Saturday’s playtest of Mother of Monsters went really well.

I’m inclined to say, “almost too well.”

Friday didn’t leave me enough time to prepare an installer so I had to compress the game folder and use that in place of a more conventional installer. I hadn’t thought about it but I’ll want to look into that for distribution.

We ran into a technical issue with one PC that didn’t allow the player to save his game — it may have had to do with the permissions settings on the folder. The other two systems we tried worked just fine.

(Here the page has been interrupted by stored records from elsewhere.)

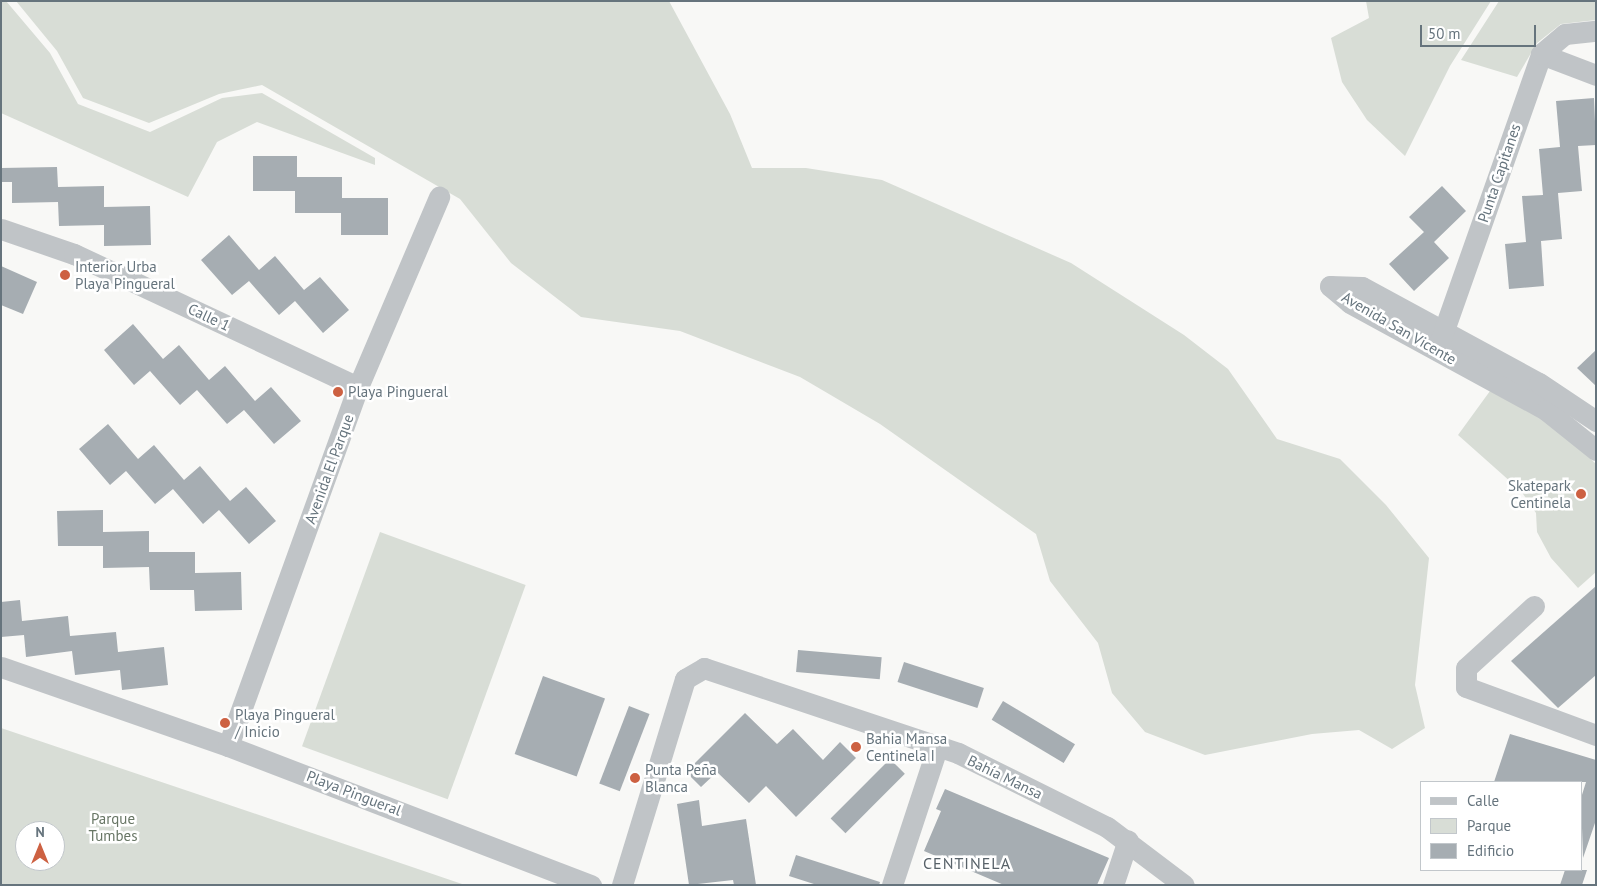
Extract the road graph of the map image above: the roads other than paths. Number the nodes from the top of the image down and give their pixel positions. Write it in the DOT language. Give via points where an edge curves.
graph roads {
  1 [pos="1596,31"];
  2 [pos="1540,54"];
  3 [pos="1596,76"];
  4 [pos="439,197"];
  5 [pos="1,229"];
  6 [pos="1440,341"];
  7 [pos="358,387"];
  8 [pos="1596,420"];
  9 [pos="1596,450"];
  10 [pos="1534,606"];
  11 [pos="1,667"];
  12 [pos="1596,735"];
  13 [pos="938,745"];
  14 [pos="228,746"];
  15 [pos="1128,840"];
  16 [pos="591,885"];
  17 [pos="622,885"];
  18 [pos="892,885"];
  19 [pos="1112,885"];
  20 [pos="1184,885"];
  1 -- 2 [label="street" via="1565,34"];
  2 -- 3 [label="street"];
  2 -- 6 [label="street, Punta Capitanes"];
  4 -- 7 [label="street, Avenida El Parque"];
  5 -- 7 [label="street, Calle 1" via="74,254"];
  6 -- 8 [label="street, Avenida San Vicente"];
  6 -- 9 [label="street, Avenida San Vicente" via="1546,410"];
  7 -- 14 [label="street, Avenida El Parque"];
  10 -- 12 [label="street" via="1466,668 1466,687"];
  11 -- 14 [label="street, Playa Pingueral"];
  13 -- 15 [label="street, Bahía Mansa"];
  13 -- 17 [label="street, Bahía Mansa" via="704,668 695,670 686,679"];
  13 -- 18 [label="street"];
  14 -- 16 [label="street, Playa Pingueral"];
  15 -- 19 [label="street"];
  15 -- 20 [label="street, Bahía Mansa"];
}
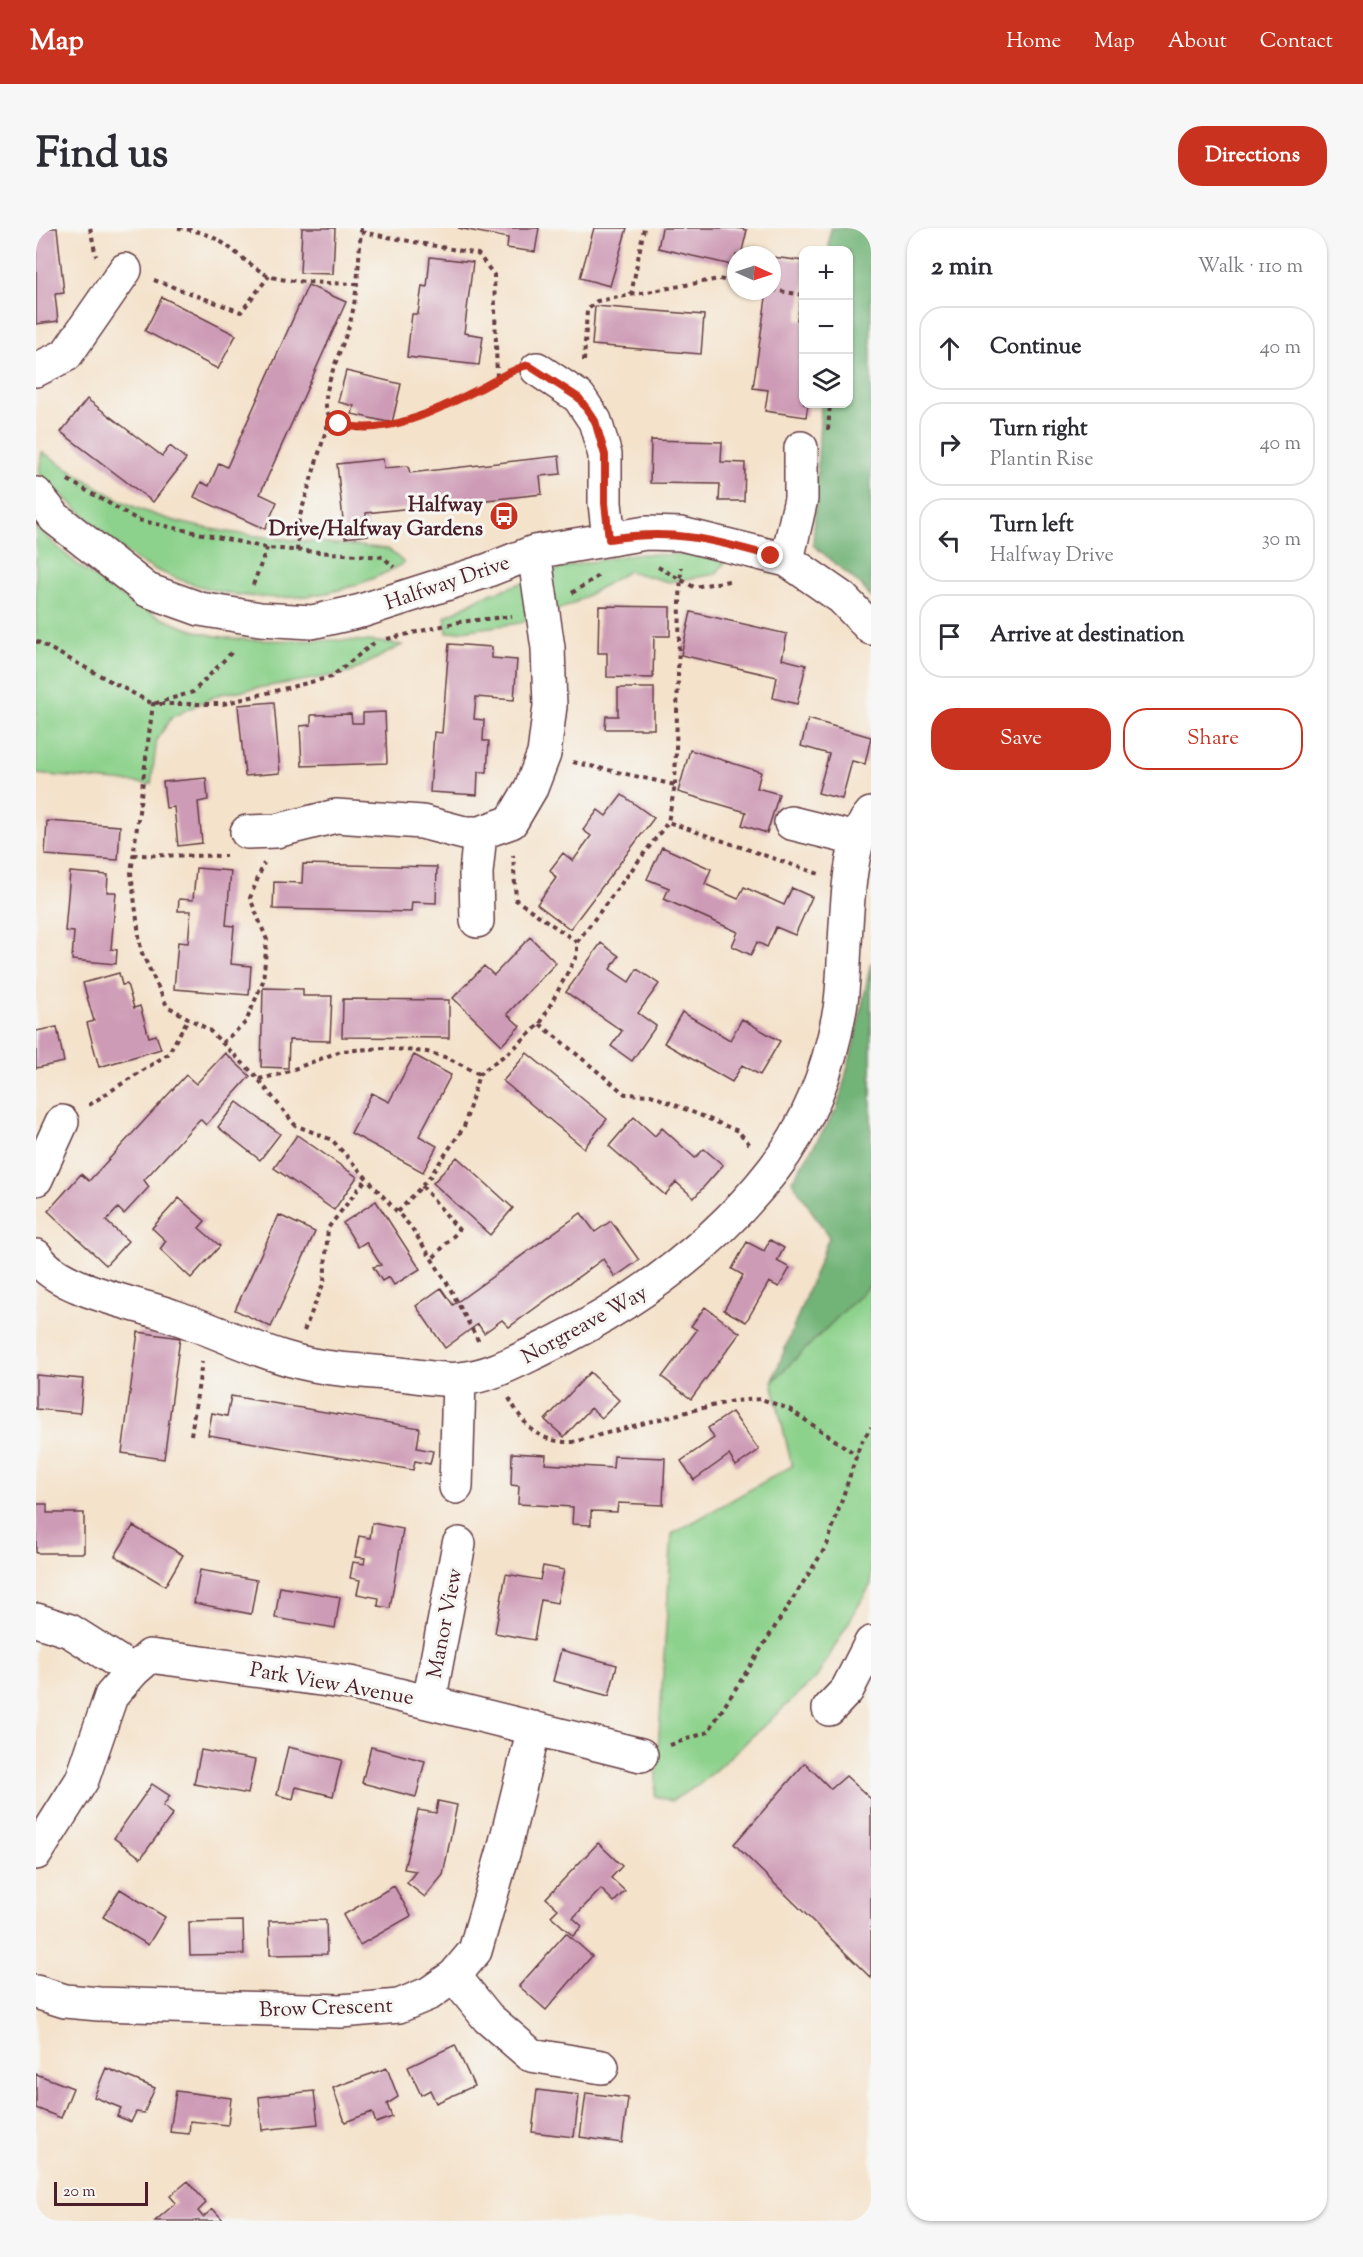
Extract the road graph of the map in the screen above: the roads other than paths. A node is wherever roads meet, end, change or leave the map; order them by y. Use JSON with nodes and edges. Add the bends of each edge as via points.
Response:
{"nodes":[{"id":1,"x":124,"y":270,"type":"road end"},
{"id":2,"x":537,"y":369,"type":"road end"},
{"id":3,"x":36,"y":370,"type":"edge"},
{"id":4,"x":801,"y":448,"type":"dead end"},
{"id":5,"x":36,"y":494,"type":"edge"},
{"id":6,"x":609,"y":539,"type":"junction"},
{"id":7,"x":534,"y":552,"type":"junction"},
{"id":8,"x":779,"y":558,"type":"junction"},
{"id":9,"x":871,"y":628,"type":"edge"},
{"id":10,"x":791,"y":823,"type":"dead end"},
{"id":11,"x":864,"y":827,"type":"edge"},
{"id":12,"x":262,"y":831,"type":"road end"},
{"id":13,"x":480,"y":832,"type":"junction"},
{"id":14,"x":477,"y":921,"type":"dead end"},
{"id":15,"x":62,"y":1122,"type":"road end"},
{"id":16,"x":36,"y":1179,"type":"edge"},
{"id":17,"x":36,"y":1256,"type":"edge"},
{"id":18,"x":459,"y":1379,"type":"junction"},
{"id":19,"x":456,"y":1487,"type":"dead end"},
{"id":20,"x":459,"y":1544,"type":"dead end"},
{"id":21,"x":36,"y":1620,"type":"edge"},
{"id":22,"x":871,"y":1643,"type":"edge"},
{"id":23,"x":133,"y":1671,"type":"junction"},
{"id":24,"x":429,"y":1702,"type":"junction"},
{"id":25,"x":829,"y":1709,"type":"dead end"},
{"id":26,"x":534,"y":1728,"type":"junction"},
{"id":27,"x":641,"y":1755,"type":"road end"},
{"id":28,"x":36,"y":1853,"type":"edge"},
{"id":29,"x":454,"y":1976,"type":"junction"},
{"id":30,"x":36,"y":1992,"type":"edge"},
{"id":31,"x":602,"y":2067,"type":"dead end"}],
"edges":[{"from":1,"to":3,"type":"street","via":[[66,355]]},
{"from":2,"to":6,"type":"street","via":[[579,398],[595,421],[605,455]]},
{"from":4,"to":8,"type":"street","via":[[801,499]]},
{"from":5,"to":7,"type":"street","name":"Halfway Drive","via":[[55,518],[147,590],[200,609],[260,619],[312,622],[361,611]]},
{"from":6,"to":7,"type":"street","name":"Halfway Drive"},
{"from":6,"to":8,"type":"street","name":"Halfway Drive","via":[[646,533],[681,534]]},
{"from":7,"to":13,"type":"street","via":[[548,648],[550,706],[544,754],[531,788],[511,822]]},
{"from":8,"to":9,"type":"street","name":"Halfway Drive","via":[[842,598]]},
{"from":10,"to":11,"type":"street"},
{"from":11,"to":18,"type":"street","name":"Norgreave Way","via":[[850,864],[840,1009],[825,1072],[802,1125],[773,1170],[708,1242],[658,1282],[580,1331],[495,1373]]},
{"from":12,"to":13,"type":"street","via":[[336,816],[387,818],[464,833]]},
{"from":13,"to":14,"type":"street"},
{"from":15,"to":16,"type":"street"},
{"from":17,"to":18,"type":"street","name":"Norgreave Way","via":[[60,1278],[292,1360]]},
{"from":18,"to":19,"type":"street"},
{"from":20,"to":24,"type":"street","name":"Manor View"},
{"from":21,"to":23,"type":"street","via":[[70,1631]]},
{"from":22,"to":25,"type":"street","via":[[847,1690]]},
{"from":23,"to":24,"type":"street","name":"Park View Avenue","via":[[150,1656],[191,1659],[350,1683]]},
{"from":23,"to":28,"type":"street","name":"Park View Avenue","via":[[111,1696],[82,1780]]},
{"from":24,"to":26,"type":"street","name":"Park View Avenue"},
{"from":26,"to":27,"type":"street","name":"Park View Avenue"},
{"from":26,"to":29,"type":"street","name":"Brow Crescent","via":[[475,1951]]},
{"from":29,"to":30,"type":"street","name":"Brow Crescent","via":[[430,1993],[399,2006],[341,2011],[99,2004],[65,2001]]},
{"from":29,"to":31,"type":"street","via":[[488,2018],[531,2055]]}]}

I brought one USB gamepad with me, which I lent out for the duration of the playtest. I prefer playing most console-style games with the gamepad — and Mother of Monsters is very much like a console-style RPG.

I thought it would be a good idea to have at least one player try it.

Here are some quotes from the playtest:

G: “Back to the village to buy gruel.”
C: “Water will heal you too.”
G: “But, gruel!”


G: “Oh, I found clear mucus!”


H: “That was scary down that way.”


G: “I found a dirty hat!”
C: “I want a dirty hat.”


C: “I awaked the dungeon keeper again.”


H: “You could always run away or light a torch.”


H: “I can’t fight corpses. They’re strong.”


C: “Ah, lightning bolt is awesome!”


H: “Ooh, double chest!”
C: “Double chest!”
D: “Double chest!”
(Double-chest is a thing now.)


H: “Wow, all these people are really depressed.”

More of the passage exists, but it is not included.